Once crusaders became settlers, they had to cope not only with the same range of illnesses and injuries, but also with leprosy, a disease that was endemic in Outremer and that they feared, perhaps disproportionately, partly because it was believed to be the result of licentiousness and partly because its later stages were disfiguring. Although treatments were available, including bathing in hot springs, ointments, and dietary modification, none was successful, and the usual resort was social exclusion (the exception to this was the young king Baldwin IV). For example, a knight who joined the Order of the Temple not knowing he was a leper would be permitted to leave and join the Order of St. Lazarus, while a knight who had deceived the authorities by concealing his symptoms was to be expelled. Others who contracted the disease were accommodated in leprosaria (leper houses) maintained by charity.

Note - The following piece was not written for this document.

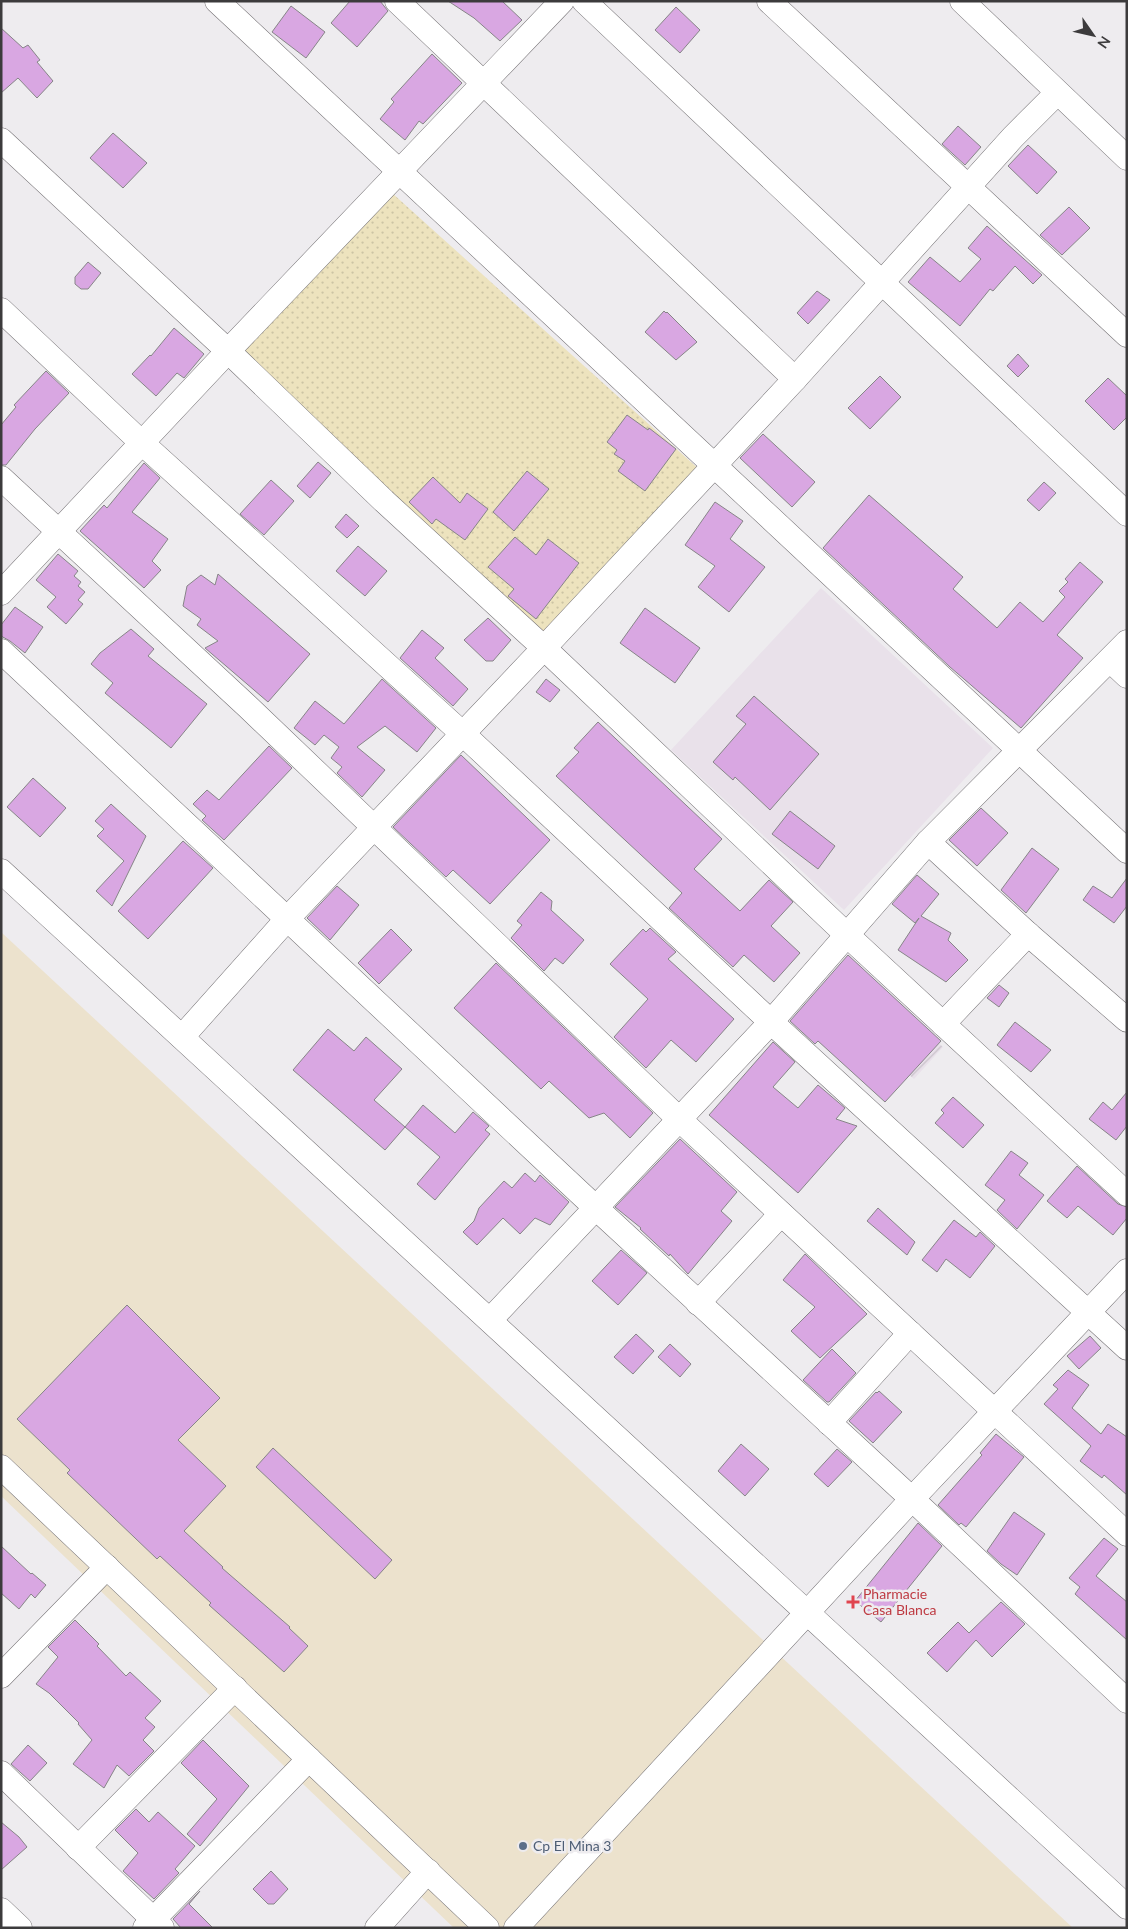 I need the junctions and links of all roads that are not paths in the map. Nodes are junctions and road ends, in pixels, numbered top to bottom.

An insight into some aspects of civilian medicine is provided by the Assises des Bourgeois de Jerusalem, written in Acre in the 1240s. Two chapters deal with case law relating to suits for malpractice. The earlier contains information about the work of the surgeon, which includes skull fractures as well as broken arms and legs, and the treatment of abscesses and wounds. The surgeon was also expected to advise on diet, for he was absolved from responsibility if the patient disobeyed his instructions. The work of the physician is the subject of a second chapter; he treated internal complaints, such as fevers and chills, diarrhea, skin rashes, and dropsy. He was expected to balance the humors in the patient, and there are references to bloodletting and to strong purgatives. The penalties for failure were high: the price of a slave, or public humiliation if a freeman died; effectively, the physician was barred from practice. An interesting aspect of these chapters is that they were included in the section of the Assises dealing with commercial matters, and it appears that their enforcement was overseen by an official who regulated trade in Acre and whose antecedent was the Muslim market inspector. Although we cannot assume that the knowledge required of physicians and surgeons who treated Franks was the same as in Islamic lands, this method of enforcement suggests that their practice was probably regulated as a craft or trade in a similar way.